Man erinnere sich daran daran, dass NDSU letzten April QB Carson Wentz als #2 Pick in die NFL geschickt hat, und man erinnere sich daran, dass NDSU im Anschluss in diesem Herbst auswärts bei Iowa aus der Big Ten Conference gewinnen konnte. Die Bisons haben mit Easton Stick jetzt einen neuen Star-QB, der hinter der dominantesten Offense Line in der FCS fast nie gesackt wird.

South Dakota State geht als klarer Außenseiter ins Spiel und wird vor allem auf Power-Running bedacht sein. Aber Achtung: Die Jackrabbits haben den Bisons im Oktober ihre einzige Saison-Niederlage zugefügt – und zwar auswärts im lauten Fargodome, in dem auch heute wieder gespielt wird.


20h: Youngstown State Penguins – Wofford Terriers. Zwei ungerankte Mannschaften, die beide bereits zwei Playoffrunden überstehen mussten. Beide konnten letzte Woche jeweils auswärts bei gerankten Teams gewinnen. Youngstown putzte #3 Jacksonville State, Wofford schlug #6 The Citadel. Youngstown State ist die Mannschaft, die von Bo Pelini gecoacht wird. Pelini, wir erinnern uns, war jahrelang der „9-4“ Headcoach von Nebraska. Penguins-DE Derek Rivers gilt als NFL-Kaliber. Wofford spielt eine Triple-Option Offense und ist schon allein deswegen einen Blick wert.
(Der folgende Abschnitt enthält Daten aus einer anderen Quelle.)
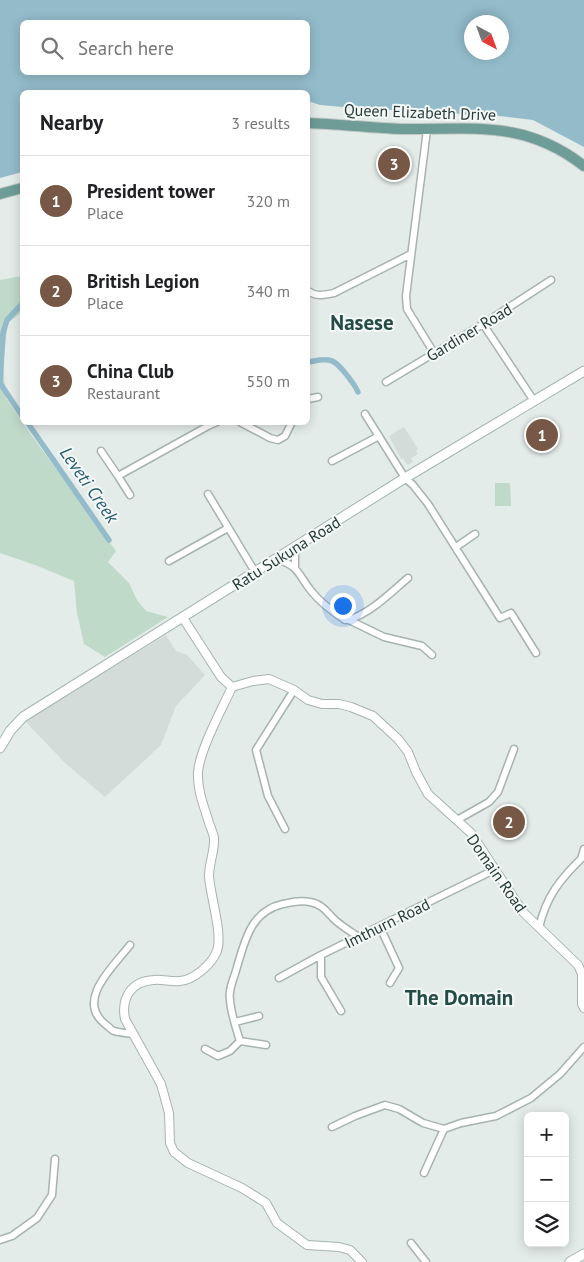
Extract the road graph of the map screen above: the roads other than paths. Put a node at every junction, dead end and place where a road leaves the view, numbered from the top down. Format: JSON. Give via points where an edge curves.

22h: #2 Eastern Washington Eagles – Richmond Spiders. Beide Mannschaften haben erfolgreiche Saisons hinter sich und haben mit Siegen über FBS-Teams aufhorchen lassen: Eastern Washington schlug in Woche 1 die Washington State Cougars, die in der Pac-12 für viel Wirbel sorgten. Richmond schlug das ACC-Team Virginia. Beide bangen in diesen Tagen um die Zukunft ihrer Headcoaches, die von größeren Universitäten umworben sind. So soll zum Beispiel EMU-Coach Baldwin bei Nevada im Gespräch sein.

Eastern Washington gilt als Favorit, nachdem man nicht bloß Washington State geschlagen hat, sondern sich auch auswärts den North Dakota State Bison erst in der zweiten Overtime geschlagen geben musste.

Reizvoll: Gespielt wird auf dem „roten Teppich“ von Eastern Washington, nach dem Blue-Turf von Boise der nächst-freakige Spielort im US-Football. Benannt ist das Stadion, dessen Spielfeld sie „Das Inferno“ getauft haben, übrigens nach dem Sponsor des Spielfelds, Michael Roos, bis vor wenigen Jahren Offensive Tackle der Tennessee Titans – und ehemaliger Student von Eastern Washington.


Das „vierte“ Viertelfinale war eigentlich das „erste“: #4 James Madison vs #5 Sam Houston State fand bereits gestern statt.